Whether or not the U.S. economy is already in a recession, financial advisers and market watchers are bracing for the fallout from the move toward higher interest rates that the Federal Reserve will be leaning on to combat inflation hovering at a 40-year high.
“For the first time in 14 years we are dialing back risk a wee bit for our more aggressive portfolios to a more moderate balanced mix for the time being, while not making any changes to our more moderately conservative allocations,” said Jon Ulin of Ulin & Co. Wealth Management.
“In January, we had already chainsawed our average portfolio duration to two years to help mitigate bond losses and are leaning more on value and defensive sectors with stocks, while increasing overall cash from 2% to 8%,” Ulin added. “Now would be as good a time as any to shore up your portfolio strategy, rebalance and make any needed adjustments before worse weather hits.”
Kashif Ahmed, president of American Private Wealth, is also referencing efforts to batten down the hatches ahead of what could be the economic reality of the Fed’s seemingly tardy efforts to manage inflation.
But because recessions often arrive before consumers notice the pain of things like layoffs, Ahmed said the fear of recession can be the biggest problem.
“In an economy so dependent on consumer spending, persistent talk of a recession may make the recession inevitable,” he said. “Consumers will be so spooked that it is coming, they will stop spending.”
In terms of preparing for a recession, Ahmed advises “ensuring you have an emergency stash of money that is easily accessible.”
“As for your portfolio, if you don’t already have a sensible, balanced lineup, tune it up now,” he said. “Defensive stocks like consumer staples, utilities and health care hold up better during times of economic stress, simply because everyone needs them.”
Kevin Brady, vice president at Wealthspire Advisors, said any adjustments in preparation for a coming recession should be deliberate to avoid the trap of trying to time the market or economic events.
“The stock market can act in unpredictable ways, meaning I can be right about the economics of a looming or current recession but wrong about how stocks react in the near term,” Brady said. “Because markets are always forward-looking and potentially irrational in the short term, a recession becomes a poor decision point for portfolio changes by itself.”

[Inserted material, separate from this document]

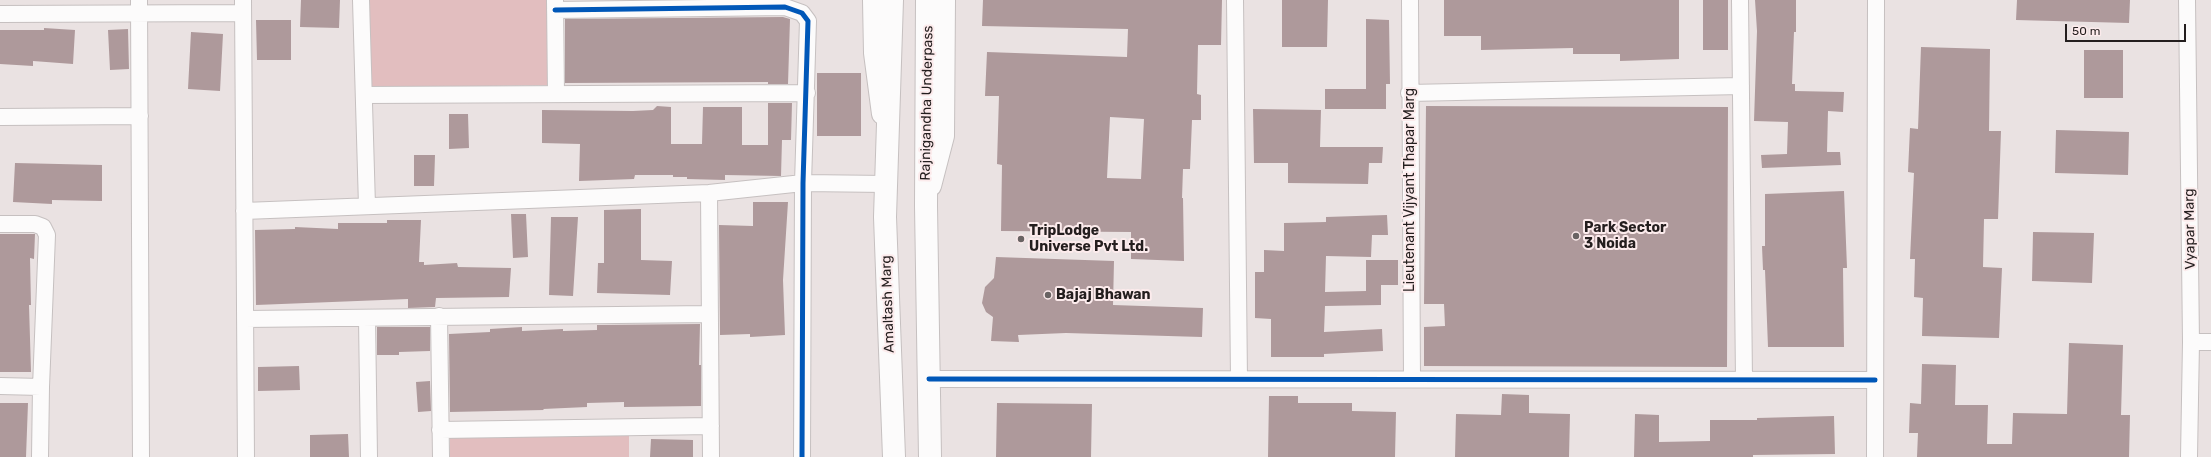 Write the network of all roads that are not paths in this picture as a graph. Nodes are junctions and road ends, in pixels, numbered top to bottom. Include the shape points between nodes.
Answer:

Context is key, said Stuart Katz, chief investment officer at Robertson Stephens.
“It’s hard to time the markets, especially when half of the S&P 500 Index’s strongest days over the last 20 years occurred during a bear market,” he said. “Investing carries the inherent risk of exposing our psychological foibles and the emotional impediments that can get in the way of rational decision-making.”
Paul Schatz, president of Heritage Capital, is still in the camp that the recent period of negative economic growth was more of an anomaly than an actual recession, which is not to suggest that he thinks the U.S. economy is on solid ground.

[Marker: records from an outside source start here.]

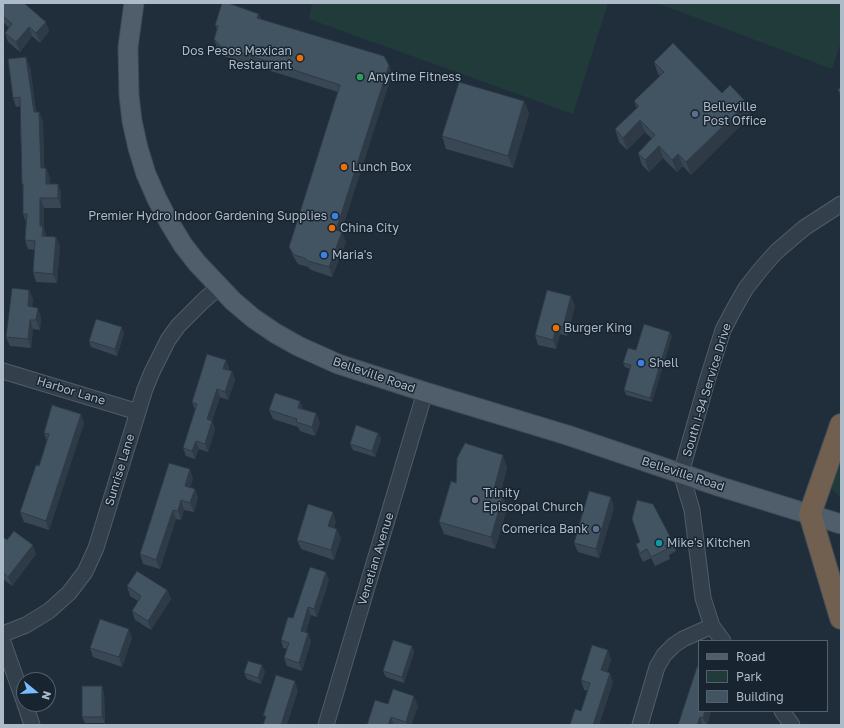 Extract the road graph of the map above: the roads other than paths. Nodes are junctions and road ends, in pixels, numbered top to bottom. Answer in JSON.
{"nodes":[{"id":1,"x":134,"y":3,"type":"edge"},
{"id":2,"x":841,"y":204,"type":"edge"},
{"id":3,"x":219,"y":287,"type":"junction"},
{"id":4,"x":3,"y":371,"type":"edge"},
{"id":5,"x":425,"y":392,"type":"junction"},
{"id":6,"x":138,"y":412,"type":"junction"},
{"id":7,"x":841,"y":425,"type":"edge"},
{"id":8,"x":681,"y":473,"type":"junction"},
{"id":9,"x":810,"y":514,"type":"junction"},
{"id":10,"x":841,"y":524,"type":"edge"},
{"id":11,"x":841,"y":618,"type":"edge"},
{"id":12,"x":712,"y":626,"type":"junction"},
{"id":13,"x":3,"y":634,"type":"edge"},
{"id":14,"x":721,"y":640,"type":"edge"},
{"id":15,"x":3,"y":642,"type":"edge"},
{"id":16,"x":16,"y":679,"type":"edge"},
{"id":17,"x":28,"y":712,"type":"edge"},
{"id":18,"x":783,"y":712,"type":"edge"},
{"id":19,"x":32,"y":725,"type":"edge"},
{"id":20,"x":326,"y":725,"type":"edge"},
{"id":21,"x":640,"y":725,"type":"edge"},
{"id":22,"x":792,"y":725,"type":"edge"}],
"edges":[{"from":1,"to":3,"type":"main road","name":"Belleville Road"},
{"from":2,"to":8,"type":"street","name":"South I-94 Service Drive"},
{"from":3,"to":5,"type":"main road","name":"Belleville Road"},
{"from":3,"to":6,"type":"street","name":"Sunrise Lane"},
{"from":4,"to":6,"type":"street","name":"Harbor Lane"},
{"from":5,"to":8,"type":"main road","name":"Belleville Road"},
{"from":5,"to":20,"type":"street","name":"Venetian Avenue"},
{"from":6,"to":13,"type":"street","name":"Sunrise Lane"},
{"from":7,"to":9,"type":"highway"},
{"from":8,"to":9,"type":"main road","name":"Belleville Road"},
{"from":8,"to":12,"type":"street","name":"South I-94 Service Drive"},
{"from":9,"to":10,"type":"main road","name":"Belleville Road"},
{"from":9,"to":11,"type":"highway"},
{"from":12,"to":14,"type":"street","name":"South I-94 Service Drive"},
{"from":12,"to":21,"type":"street"},
{"from":15,"to":16,"type":"street"},
{"from":17,"to":19,"type":"street"},
{"from":18,"to":22,"type":"street"}]}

“I still think that the recession is at least a quarter or two away, but it is coming,” he said. “Regarding the portfolio, what’s happening right now is very much against what happens in history. Because of soaring inflation, we have both stocks falling hard and bonds seeing the single largest decline in history as well as the longest decline in history.”
Schatz said that if he were constructing a portfolio from scratch today, it would include low-volatility stocks like utilities and consumer staples paired with short-duration fixed-income exposure.

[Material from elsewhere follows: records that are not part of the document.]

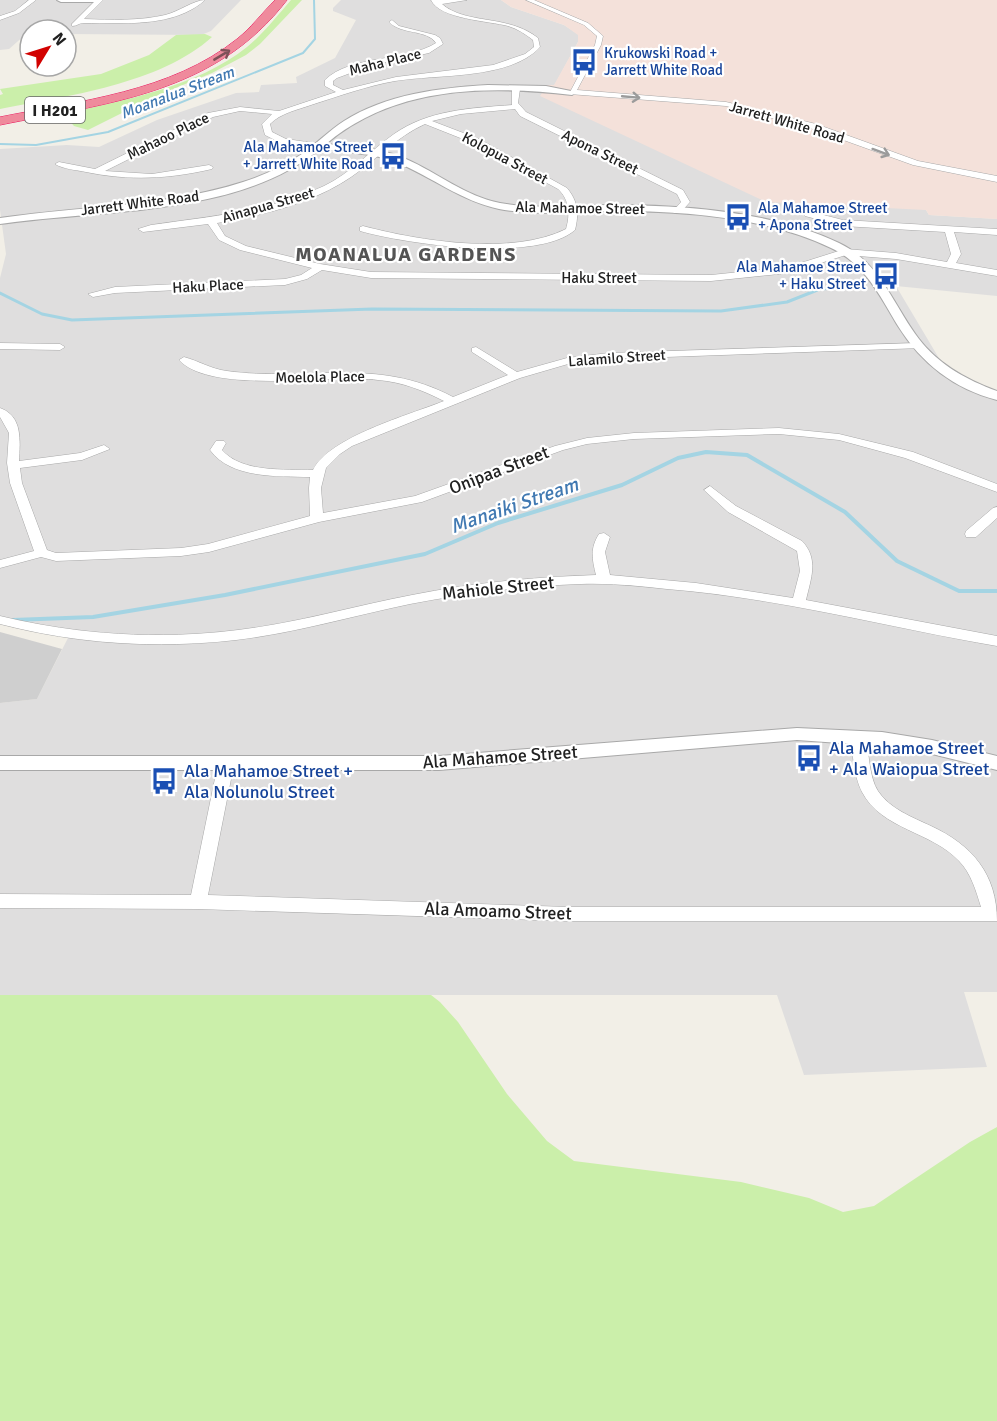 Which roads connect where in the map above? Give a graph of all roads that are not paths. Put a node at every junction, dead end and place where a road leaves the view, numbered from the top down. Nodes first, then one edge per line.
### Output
1 (33, 0) edge
2 (61, 0) edge
3 (95, 0) edge
4 (100, 0) edge
5 (202, 0) edge
6 (281, 0) edge
7 (464, 0) edge
8 (529, 0) edge
9 (435, 1) edge
10 (171, 15) junction
11 (0, 18) edge
12 (78, 21) joint
13 (392, 22) dead end
14 (184, 24) dead end
15 (225, 37) dead end
16 (580, 78) junction
17 (518, 89) junction
18 (342, 92) junction
19 (572, 92) junction
20 (516, 107) junction
21 (0, 113) edge
22 (280, 114) junction
23 (425, 121) junction
24 (0, 123) edge
25 (318, 146) junction
26 (377, 154) junction
27 (59, 164) dead end
28 (209, 167) dead end
29 (277, 170) junction
30 (95, 172) junction
31 (997, 179) edge
32 (572, 209) junction
33 (677, 211) junction
34 (0, 214) edge
35 (808, 214) dead end
36 (210, 220) junction
37 (0, 221) edge
38 (143, 229) dead end
39 (363, 229) dead end
40 (949, 229) junction
41 (997, 232) edge
42 (845, 252) junction
43 (950, 266) junction
44 (320, 267) junction
45 (997, 273) edge
46 (93, 294) dead end
47 (0, 346) edge
48 (60, 346) dead end
49 (918, 346) junction
50 (476, 350) dead end
51 (184, 360) dead end
52 (516, 376) junction
53 (997, 396) edge
54 (452, 401) junction
55 (0, 411) edge
56 (220, 443) dead end
57 (104, 449) dead end
58 (14, 465) junction
59 (317, 474) junction
60 (997, 488) edge
61 (711, 490) dead end
62 (997, 510) edge
63 (317, 518) junction
64 (971, 534) dead end
65 (604, 537) dead end
66 (41, 553) junction
67 (0, 564) edge
68 (603, 579) junction
69 (799, 602) junction
70 (0, 620) edge
71 (997, 641) edge
72 (858, 737) junction
73 (0, 763) edge
74 (997, 763) edge
75 (226, 764) junction
76 (0, 901) edge
77 (198, 902) junction
78 (994, 914) edge

1 - 11 street
2 - 3 street
4 - 12 street
5 - 10 street
24 -> 6 highway, I H201
7 - 9 street
8 - 16 street
9 - 18 street
10 - 12 street
10 - 14 street
13 - 18 street, Maha Place
15 - 21 highway, I H201
16 - 17 street
16 - 19 street
17 - 19 street, Jarrett White Road
17 - 20 street
17 - 25 street, Jarrett White Road
18 - 22 street
19 -> 31 street, Jarrett White Road
20 - 23 street, Ainapua Street
20 - 33 street, Apona Street
22 - 25 street, Ala Mahamoe Street
22 - 30 street, Mahaoo Place
23 - 26 street, Ainapua Street
23 - 32 street, Kolopua Street
25 - 26 street, Ala Mahamoe Street
25 - 29 street, Jarrett White Road
26 - 32 street, Ala Mahamoe Street
26 - 36 street, Ainapua Street
27 - 30 street, Mahaoo Place
28 - 30 street, Mahaoo Place
29 - 34 street, Jarrett White Road
29 - 37 street, Jarrett White Road
32 - 33 street, Ala Mahamoe Street
32 - 39 street
33 - 42 street, Ala Mahamoe Street
35 - 40 street
36 - 38 street, Ainapua Street
36 - 44 street, Haku Street
40 - 41 street
40 - 43 street
42 - 43 street, Haku Street
42 - 44 street, Haku Street
42 - 49 street, Ala Mahamoe Street
43 - 45 street, Haku Street
44 - 46 street, Haku Place
47 - 48 street
49 - 52 street, Lalamilo Street
49 - 53 street, Ala Mahamoe Street
50 - 52 street
51 - 54 street, Moelola Place
52 - 54 street, Lalamilo Street
54 - 59 street, Lalamilo Street
55 - 58 street
56 - 59 street
57 - 58 street
58 - 66 street
59 - 63 street
60 - 63 street, Onipaa Street
61 - 69 street
62 - 64 street
63 - 66 street, Onipaa Street
65 - 68 street
66 - 67 street, Onipaa Street
68 - 69 street, Mahiole Street
68 - 70 street, Mahiole Street
69 - 71 street, Mahiole Street
72 - 74 street, Ala Mahamoe Street
72 - 75 street, Ala Mahamoe Street
72 - 78 street
73 - 75 street, Ala Mahamoe Street
75 - 77 street
76 - 77 street, Ala Amoamo Street
77 - 78 street, Ala Amoamo Street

Tim Davis, partner at Davis Executive Wealth Management Group with Steward Partners, has been loading client portfolios with exposure to managed futures, which is a strategy known to thrive in volatile times.
“We continue to get into territory that nobody has been in for the last 100 years,” he said. “We just saw the first six months of the year as the worst six months for stocks and bonds in the history of this country.”
Managed futures strategies, which have the flexibility to go long and short stocks, bonds, commodities and currencies, have helped Davis add some diversity to client portfolios this year.
“This is a situation where you can’t just sit on your hands and wait for the ship to right itself,” he said. “The hope was the Fed would be done raising rates by the end of the year, but now that’s off the table.”
Even though he’s prepping client portfolios for the fallout from an aggressive Fed tightening cycle, Davis believes the economy is set up for a milder recession.
“You look at the landscape today; we have 100 million job openings and a 3.5% unemployment rate,” he said. “It’s tough to envision a severe recession in an economy where everybody who wants a job has a job.”